[What the task asks] The answer must repeat every record exactly, with no pictures in it.

++++ Material for this task ++++

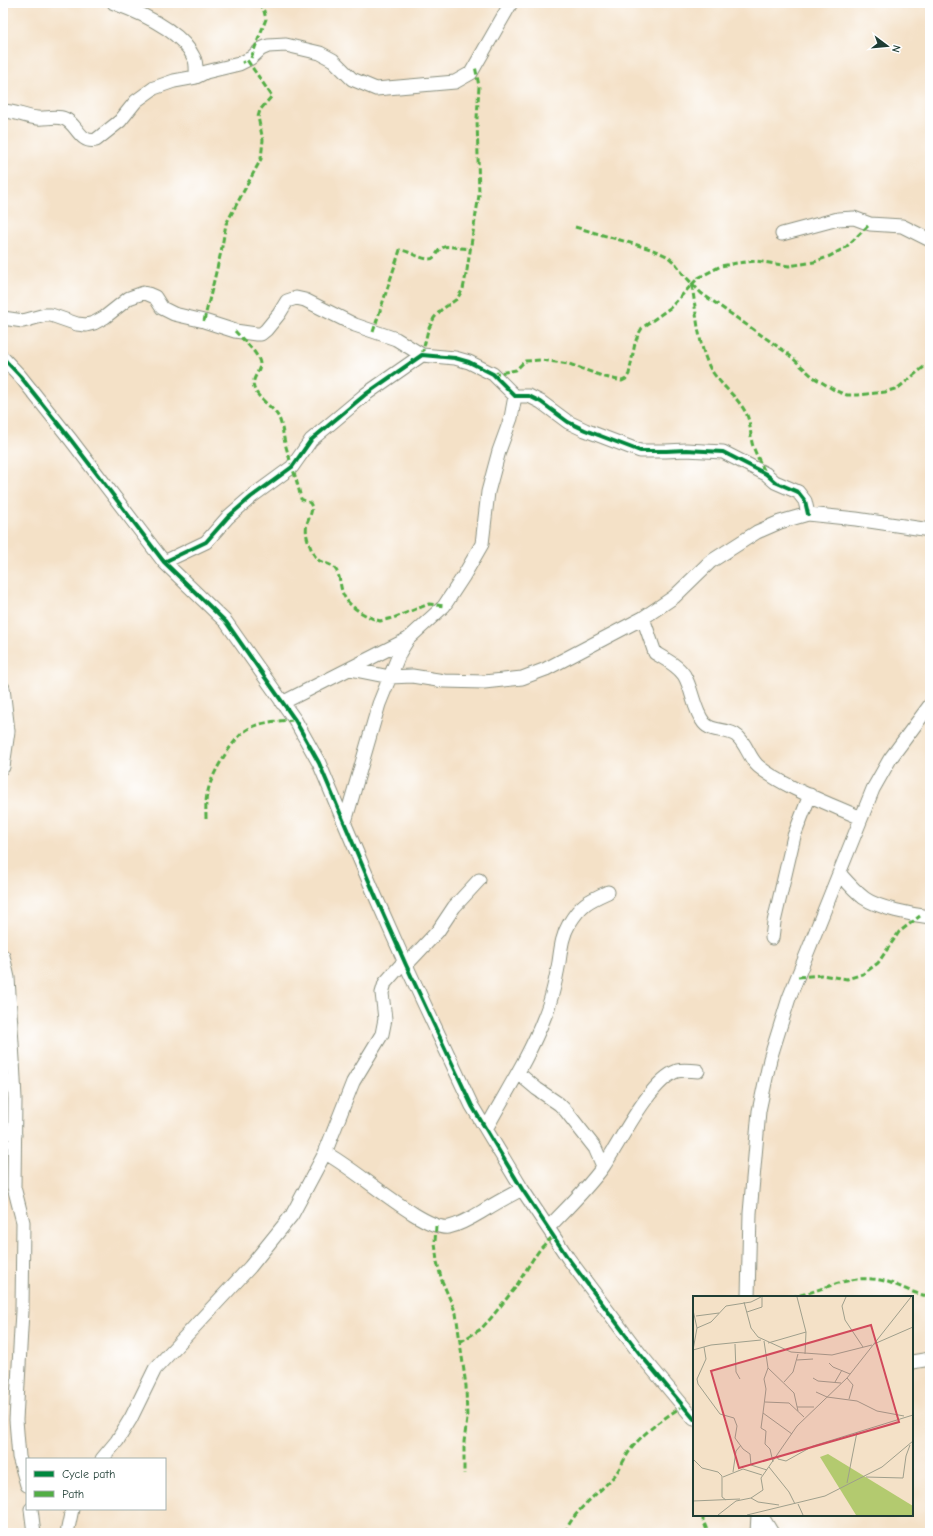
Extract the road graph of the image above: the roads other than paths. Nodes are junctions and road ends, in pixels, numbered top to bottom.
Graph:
1 (114, 3) edge
2 (511, 3) edge
3 (196, 77) junction
4 (3, 111) edge
5 (782, 234) dead end
6 (930, 240) edge
7 (3, 318) edge
8 (422, 355) junction
9 (3, 358) edge
10 (3, 369) edge
11 (20, 376) junction
12 (515, 396) junction
13 (808, 514) junction
14 (930, 530) edge
15 (164, 562) junction
16 (643, 618) junction
17 (408, 639) junction
18 (350, 669) junction
19 (390, 677) junction
20 (3, 688) edge
21 (282, 703) junction
22 (930, 705) edge
23 (3, 767) edge
24 (810, 795) junction
25 (861, 818) junction
26 (345, 822) junction
27 (840, 874) junction
28 (479, 880) dead end
29 (608, 892) dead end
30 (930, 916) edge
31 (772, 938) dead end
32 (3, 956) edge
33 (406, 964) junction
34 (698, 1071) dead end
35 (518, 1074) junction
36 (486, 1129) junction
37 (9, 1132) edge
38 (326, 1153) junction
39 (603, 1166) junction
40 (522, 1189) junction
41 (548, 1228) junction
42 (748, 1296) edge
43 (930, 1359) edge
44 (913, 1362) edge
45 (693, 1418) edge
46 (103, 1458) edge
47 (26, 1482) edge
48 (31, 1510) edge
49 (72, 1510) edge
50 (758, 1516) edge
51 (762, 1516) edge
52 (34, 1533) edge
53 (67, 1533) edge
54 (757, 1533) edge
55 (772, 1533) edge

1 - 3 street
2 - 3 street
3 - 4 street
5 - 6 street
7 - 8 street
8 - 12 street
8 - 15 street
9 - 11 street
10 - 11 street
11 - 15 street
12 - 13 street
12 - 17 street
13 - 14 street
13 - 16 street
15 - 21 street
16 - 19 street
16 - 24 street
17 - 18 street
17 - 19 street
18 - 19 street
18 - 21 street
19 - 26 street
20 - 23 street
21 - 26 street
22 - 25 street
24 - 25 street
24 - 31 street
25 - 27 street
26 - 33 street
27 - 30 street
27 - 42 street
28 - 33 street
29 - 35 street
32 - 37 street
33 - 36 street
33 - 38 street
34 - 39 street
35 - 36 street
35 - 39 street
36 - 40 street
37 - 47 street
38 - 40 street
38 - 46 street
39 - 41 street
40 - 41 street
41 - 45 street
43 - 44 street
48 - 52 street
49 - 53 street
50 - 54 street
51 - 55 street

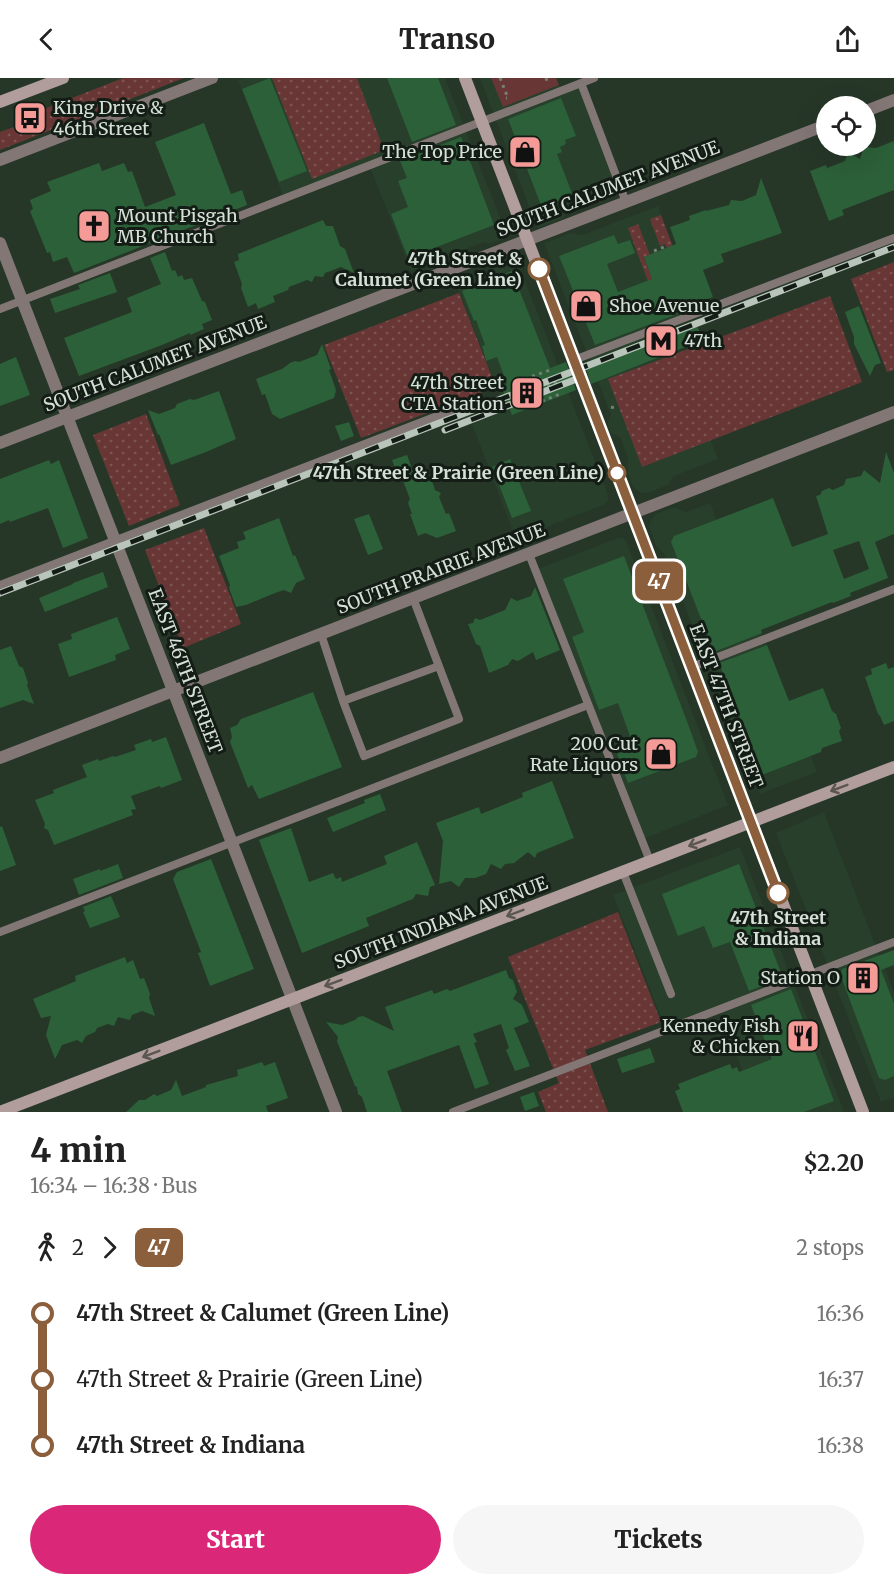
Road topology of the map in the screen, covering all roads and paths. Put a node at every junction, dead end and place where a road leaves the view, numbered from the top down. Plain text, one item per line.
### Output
1 (63, 78) edge
2 (212, 78) edge
3 (465, 78) edge
4 (500, 78) edge
5 (594, 78) edge
6 (581, 83) junction
7 (500, 100) dead end
8 (894, 100) edge
9 (0, 102) edge
10 (876, 107) edge
11 (482, 121) junction
12 (816, 129) edge
13 (0, 160) edge
14 (626, 202) junction
15 (894, 238) edge
16 (527, 240) junction
17 (0, 243) edge
18 (665, 249) dead end
19 (654, 251) dead end
20 (22, 301) junction
21 (0, 309) edge
22 (579, 315) dead end
23 (579, 321) dead end
24 (574, 360) junction
25 (550, 370) dead end
26 (525, 379) dead end
27 (558, 381) dead end
28 (547, 386) dead end
29 (560, 394) dead end
30 (535, 404) dead end
31 (463, 406) dead end
32 (894, 412) edge
33 (68, 417) junction
34 (0, 443) edge
35 (633, 514) junction
36 (116, 541) junction
37 (529, 554) junction
38 (0, 585) edge
39 (894, 589) edge
40 (413, 598) junction
41 (321, 634) junction
42 (439, 666) junction
43 (692, 667) junction
44 (174, 691) junction
45 (344, 701) junction
46 (588, 705) junction
47 (0, 758) edge
48 (894, 767) edge
49 (751, 822) junction
50 (232, 843) junction
51 (650, 861) junction
52 (623, 872) junction
53 (0, 932) edge
54 (894, 942) edge
55 (810, 975) junction
56 (671, 994) dead end
57 (293, 999) junction
58 (0, 1112) edge
59 (336, 1112) edge
60 (453, 1112) edge
61 (863, 1112) edge

1 - 9 main road
2 - 13 street
3 - 11 main road, EAST 47TH STREET
4 - 7 path
5 - 6 lane
6 - 11 lane
6 - 14 lane
8 - 10 street
11 - 16 main road, EAST 47TH STREET
11 - 20 lane
12 - 14 street, SOUTH CALUMET AVENUE
14 - 16 street, SOUTH CALUMET AVENUE
15 - 24 lane
16 - 24 main road, EAST 47TH STREET
16 - 33 street, SOUTH CALUMET AVENUE
17 - 20 street, EAST 46TH STREET
18 - 19 path
20 - 21 lane
20 - 33 street, EAST 46TH STREET
22 - 23 path
24 - 35 main road, EAST 47TH STREET
25 - 26 path
27 - 28 path
29 - 30 path
31 - 36 lane
32 - 35 street, SOUTH PRAIRIE AVENUE
33 - 34 street, SOUTH CALUMET AVENUE
33 - 36 street, EAST 46TH STREET
35 - 37 street, SOUTH PRAIRIE AVENUE
35 - 43 main road, EAST 47TH STREET
36 - 38 lane
36 - 44 street, EAST 46TH STREET
37 - 40 street, SOUTH PRAIRIE AVENUE
37 - 46 lane
39 - 43 lane
40 - 41 street, SOUTH PRAIRIE AVENUE
40 - 42 lane
41 - 44 street, SOUTH PRAIRIE AVENUE
41 - 45 lane
42 - 45 lane
42 - 45 lane
43 - 49 main road, EAST 47TH STREET
44 - 47 street, SOUTH PRAIRIE AVENUE
44 - 50 street, EAST 46TH STREET
46 - 50 lane
46 - 51 lane
48 -> 49 main road, SOUTH INDIANA AVENUE
49 -> 51 main road, SOUTH INDIANA AVENUE
49 - 55 main road, EAST 47TH STREET
50 - 53 lane
50 - 57 street, EAST 46TH STREET
51 - 52 main road, SOUTH INDIANA AVENUE
52 - 56 lane
52 -> 57 main road, SOUTH INDIANA AVENUE
54 - 55 lane
55 - 60 lane
55 - 61 main road, EAST 47TH STREET
57 -> 58 main road, SOUTH INDIANA AVENUE
57 - 59 street, EAST 46TH STREET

++++

[Your response]
Extract the road graph of the image above: the roads other than paths. Nodes are junctions and road ends, in pixels, numbered top to bottom.
Graph:
1 (114, 3) edge
2 (511, 3) edge
3 (196, 77) junction
4 (3, 111) edge
5 (782, 234) dead end
6 (930, 240) edge
7 (3, 318) edge
8 (422, 355) junction
9 (3, 358) edge
10 (3, 369) edge
11 (20, 376) junction
12 (515, 396) junction
13 (808, 514) junction
14 (930, 530) edge
15 (164, 562) junction
16 (643, 618) junction
17 (408, 639) junction
18 (350, 669) junction
19 (390, 677) junction
20 (3, 688) edge
21 (282, 703) junction
22 (930, 705) edge
23 (3, 767) edge
24 (810, 795) junction
25 (861, 818) junction
26 (345, 822) junction
27 (840, 874) junction
28 (479, 880) dead end
29 (608, 892) dead end
30 (930, 916) edge
31 (772, 938) dead end
32 (3, 956) edge
33 (406, 964) junction
34 (698, 1071) dead end
35 (518, 1074) junction
36 (486, 1129) junction
37 (9, 1132) edge
38 (326, 1153) junction
39 (603, 1166) junction
40 (522, 1189) junction
41 (548, 1228) junction
42 (748, 1296) edge
43 (930, 1359) edge
44 (913, 1362) edge
45 (693, 1418) edge
46 (103, 1458) edge
47 (26, 1482) edge
48 (31, 1510) edge
49 (72, 1510) edge
50 (758, 1516) edge
51 (762, 1516) edge
52 (34, 1533) edge
53 (67, 1533) edge
54 (757, 1533) edge
55 (772, 1533) edge

1 - 3 street
2 - 3 street
3 - 4 street
5 - 6 street
7 - 8 street
8 - 12 street
8 - 15 street
9 - 11 street
10 - 11 street
11 - 15 street
12 - 13 street
12 - 17 street
13 - 14 street
13 - 16 street
15 - 21 street
16 - 19 street
16 - 24 street
17 - 18 street
17 - 19 street
18 - 19 street
18 - 21 street
19 - 26 street
20 - 23 street
21 - 26 street
22 - 25 street
24 - 25 street
24 - 31 street
25 - 27 street
26 - 33 street
27 - 30 street
27 - 42 street
28 - 33 street
29 - 35 street
32 - 37 street
33 - 36 street
33 - 38 street
34 - 39 street
35 - 36 street
35 - 39 street
36 - 40 street
37 - 47 street
38 - 40 street
38 - 46 street
39 - 41 street
40 - 41 street
41 - 45 street
43 - 44 street
48 - 52 street
49 - 53 street
50 - 54 street
51 - 55 street

Road topology of the map in the screen, covering all roads and paths. Put a node at every junction, dead end and place where a road leaves the view, numbered from the top down. Plain text, one item per line.
### Output
1 (63, 78) edge
2 (212, 78) edge
3 (465, 78) edge
4 (500, 78) edge
5 (594, 78) edge
6 (581, 83) junction
7 (500, 100) dead end
8 (894, 100) edge
9 (0, 102) edge
10 (876, 107) edge
11 (482, 121) junction
12 (816, 129) edge
13 (0, 160) edge
14 (626, 202) junction
15 (894, 238) edge
16 (527, 240) junction
17 (0, 243) edge
18 (665, 249) dead end
19 (654, 251) dead end
20 (22, 301) junction
21 (0, 309) edge
22 (579, 315) dead end
23 (579, 321) dead end
24 (574, 360) junction
25 (550, 370) dead end
26 (525, 379) dead end
27 (558, 381) dead end
28 (547, 386) dead end
29 (560, 394) dead end
30 (535, 404) dead end
31 (463, 406) dead end
32 (894, 412) edge
33 (68, 417) junction
34 (0, 443) edge
35 (633, 514) junction
36 (116, 541) junction
37 (529, 554) junction
38 (0, 585) edge
39 (894, 589) edge
40 (413, 598) junction
41 (321, 634) junction
42 (439, 666) junction
43 (692, 667) junction
44 (174, 691) junction
45 (344, 701) junction
46 (588, 705) junction
47 (0, 758) edge
48 (894, 767) edge
49 (751, 822) junction
50 (232, 843) junction
51 (650, 861) junction
52 (623, 872) junction
53 (0, 932) edge
54 (894, 942) edge
55 (810, 975) junction
56 (671, 994) dead end
57 (293, 999) junction
58 (0, 1112) edge
59 (336, 1112) edge
60 (453, 1112) edge
61 (863, 1112) edge

1 - 9 main road
2 - 13 street
3 - 11 main road, EAST 47TH STREET
4 - 7 path
5 - 6 lane
6 - 11 lane
6 - 14 lane
8 - 10 street
11 - 16 main road, EAST 47TH STREET
11 - 20 lane
12 - 14 street, SOUTH CALUMET AVENUE
14 - 16 street, SOUTH CALUMET AVENUE
15 - 24 lane
16 - 24 main road, EAST 47TH STREET
16 - 33 street, SOUTH CALUMET AVENUE
17 - 20 street, EAST 46TH STREET
18 - 19 path
20 - 21 lane
20 - 33 street, EAST 46TH STREET
22 - 23 path
24 - 35 main road, EAST 47TH STREET
25 - 26 path
27 - 28 path
29 - 30 path
31 - 36 lane
32 - 35 street, SOUTH PRAIRIE AVENUE
33 - 34 street, SOUTH CALUMET AVENUE
33 - 36 street, EAST 46TH STREET
35 - 37 street, SOUTH PRAIRIE AVENUE
35 - 43 main road, EAST 47TH STREET
36 - 38 lane
36 - 44 street, EAST 46TH STREET
37 - 40 street, SOUTH PRAIRIE AVENUE
37 - 46 lane
39 - 43 lane
40 - 41 street, SOUTH PRAIRIE AVENUE
40 - 42 lane
41 - 44 street, SOUTH PRAIRIE AVENUE
41 - 45 lane
42 - 45 lane
42 - 45 lane
43 - 49 main road, EAST 47TH STREET
44 - 47 street, SOUTH PRAIRIE AVENUE
44 - 50 street, EAST 46TH STREET
46 - 50 lane
46 - 51 lane
48 -> 49 main road, SOUTH INDIANA AVENUE
49 -> 51 main road, SOUTH INDIANA AVENUE
49 - 55 main road, EAST 47TH STREET
50 - 53 lane
50 - 57 street, EAST 46TH STREET
51 - 52 main road, SOUTH INDIANA AVENUE
52 - 56 lane
52 -> 57 main road, SOUTH INDIANA AVENUE
54 - 55 lane
55 - 60 lane
55 - 61 main road, EAST 47TH STREET
57 -> 58 main road, SOUTH INDIANA AVENUE
57 - 59 street, EAST 46TH STREET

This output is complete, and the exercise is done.